Were you caught with an empty bin?

And did you shiver and did you shake

And shake and shiver within?

 

Did you or your little ones catch a cold,

And the Doctor’s bills run high?

To-morrow may be a day too late —

TO-DAY is the day to buy

THE A.W. MILES CO.,

Agents Rocky Fork Coal

 

 

The Air Is Still And The Light Is Cool #29

Little Feat, Waiting for Columbus (Rhino reissue, 2002, two-CD set).

I’ve been crazy about this record for more than 40 years now. If you need some scoop on the band, this does a fine job. I’m going to throw in a couple of personal notes.

A colleague in the poetry-writing program at the University of Montana became a fan of my musical smarts after I turned him on to Little Feat and once described our august teacher, the masterful Richard Hugo, as “A Fat Man in the Bathtub with the blues,” which I still think is Surrealist perfect.

My utmost agonies over rock deaths began with Janis and Jimi and ended with Cobain. Right in the middle was the horrid demise of Lowell George. I admit I was shocked at how sloppy and incoherent his solo album was — he sounded like fried brains on a plate. And he’d become a gruesome-balloon version of his once-sexy self.

I was working in a record store when the news of his death came over the radio. A rock-singer gal who also worked there (and would later die of a smack OD herself) told me a story about a backstage encounter she had with George. A groupie came scampering up to him and said “I got what you wanted, Lowell,” then presented a double-handful of mixed pills, pills and more pills. She dumped them into George’s hands and he — GLOMPH — snarfed them all down at once. As Eve Babitz has observed, Keith Richards survived because he didn’t mix his drugs.
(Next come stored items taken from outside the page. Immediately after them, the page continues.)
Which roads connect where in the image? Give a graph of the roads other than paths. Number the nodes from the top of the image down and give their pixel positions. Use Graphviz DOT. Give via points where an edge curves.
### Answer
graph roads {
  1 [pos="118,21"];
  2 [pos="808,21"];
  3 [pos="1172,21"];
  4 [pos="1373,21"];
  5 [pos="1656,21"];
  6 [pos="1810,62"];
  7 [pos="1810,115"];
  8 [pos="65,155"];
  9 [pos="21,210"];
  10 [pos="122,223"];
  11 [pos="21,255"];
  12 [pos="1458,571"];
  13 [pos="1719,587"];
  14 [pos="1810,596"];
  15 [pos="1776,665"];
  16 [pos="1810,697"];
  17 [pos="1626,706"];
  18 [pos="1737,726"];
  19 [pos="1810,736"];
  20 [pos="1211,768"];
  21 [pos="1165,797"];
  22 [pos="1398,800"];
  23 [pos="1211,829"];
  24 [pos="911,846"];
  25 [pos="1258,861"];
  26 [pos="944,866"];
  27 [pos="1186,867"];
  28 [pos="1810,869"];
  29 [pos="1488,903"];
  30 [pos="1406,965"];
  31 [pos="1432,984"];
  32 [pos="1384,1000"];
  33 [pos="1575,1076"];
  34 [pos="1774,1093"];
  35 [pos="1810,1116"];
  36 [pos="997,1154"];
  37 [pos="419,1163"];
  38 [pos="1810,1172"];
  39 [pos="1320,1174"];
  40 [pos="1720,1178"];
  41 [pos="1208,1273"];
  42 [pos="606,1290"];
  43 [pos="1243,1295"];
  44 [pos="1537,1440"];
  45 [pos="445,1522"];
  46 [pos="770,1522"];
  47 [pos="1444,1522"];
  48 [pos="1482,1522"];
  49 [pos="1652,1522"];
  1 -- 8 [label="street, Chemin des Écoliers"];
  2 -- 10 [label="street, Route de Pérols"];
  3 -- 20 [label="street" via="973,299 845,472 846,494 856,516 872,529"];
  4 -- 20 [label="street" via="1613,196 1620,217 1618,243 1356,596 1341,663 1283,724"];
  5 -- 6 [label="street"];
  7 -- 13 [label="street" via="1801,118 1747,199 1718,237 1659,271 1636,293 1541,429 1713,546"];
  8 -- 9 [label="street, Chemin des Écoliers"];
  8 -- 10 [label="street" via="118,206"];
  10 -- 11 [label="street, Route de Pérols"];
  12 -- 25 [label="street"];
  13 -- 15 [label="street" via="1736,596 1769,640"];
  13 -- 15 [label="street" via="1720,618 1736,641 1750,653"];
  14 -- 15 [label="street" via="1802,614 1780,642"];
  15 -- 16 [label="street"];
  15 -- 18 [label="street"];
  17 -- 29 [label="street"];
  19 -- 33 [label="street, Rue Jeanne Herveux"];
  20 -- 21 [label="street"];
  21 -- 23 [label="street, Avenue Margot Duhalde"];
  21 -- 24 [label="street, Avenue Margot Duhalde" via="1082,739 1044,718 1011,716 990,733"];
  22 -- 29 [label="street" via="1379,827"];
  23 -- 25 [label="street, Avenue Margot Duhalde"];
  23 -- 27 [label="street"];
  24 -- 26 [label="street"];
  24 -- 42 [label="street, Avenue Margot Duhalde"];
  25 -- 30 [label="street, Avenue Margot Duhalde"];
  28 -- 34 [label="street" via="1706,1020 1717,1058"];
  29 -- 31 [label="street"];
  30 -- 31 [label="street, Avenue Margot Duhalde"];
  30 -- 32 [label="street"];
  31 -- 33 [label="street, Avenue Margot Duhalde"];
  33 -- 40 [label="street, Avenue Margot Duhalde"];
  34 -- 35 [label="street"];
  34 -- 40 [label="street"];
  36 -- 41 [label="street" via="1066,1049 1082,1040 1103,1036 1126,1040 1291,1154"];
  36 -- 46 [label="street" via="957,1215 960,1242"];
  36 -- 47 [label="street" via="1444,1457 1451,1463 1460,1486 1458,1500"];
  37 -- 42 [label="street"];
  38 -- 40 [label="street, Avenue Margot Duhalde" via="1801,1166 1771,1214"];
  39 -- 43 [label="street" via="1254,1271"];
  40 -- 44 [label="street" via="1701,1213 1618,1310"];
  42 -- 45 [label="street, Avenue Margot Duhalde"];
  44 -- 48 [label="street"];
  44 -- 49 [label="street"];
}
For bonus  credits (and no fair doing online research) can some youngsta tell me the joke and significance buried in Neon Park’s cover illustration (Gawd, seems the most talented people associated with this band were cursed). Also met a premature, albeit not self-caused, death.

 

A History of Me (Bystander) and the Boston Marathon (For the Record)

Living in Cambridge during the late ’70s, I didn’t “get” the Marathon. It was for Bostonians and I didn’t feel like one. It also had obsessive quirks that reminded me of the repulsive inverse-pride for the Red Sox not winning a World Series. (It HAD to be considered one of the major sports events in the Universe. HAD to be, asshole.) And it was quite a hike to get over to Beacon Street from where I was. Eventually, I made the pilgrimage, but didn’t pay attention to timing and so just saw a torrent of ho-hum runners.

Later, I made the same journey with D and it was notably more fun. She was able to point out offbeat Boston-zone manners and mores. But, most years, if you lived in Cambridge, the Marathon was something you could avoid.

That was not possible after we relocated to Brookline. Beacon Street is our main thoroughfare and it’s about a 10-minute walk from our place to where the runners turn on to Beacon. Learned to leave the car in the garage on Patriots’ Day and if the weather was nice, a little stroll along the course with the fans and the fast-moving parade of ectomorphs was a contact high. Whiffs of party atmosphere. Got to take a childhood-friend house guest from MT along one time and that was about my favorite romp.

Then the bombing happened. I turned on the TV to the most mind-erasing moments since I flicked the switch and saw the second tower go down on 9/11.

The Marathon has never been the same for us. More rigid. More sense of being watched every second. Little puffs of danger floating in the air. I have walked down to the event maybe once since the catastrophe. When it’s kinda yuck weather like today, even the TV stays off. I don’t “get” the Marathon, in a completely different way.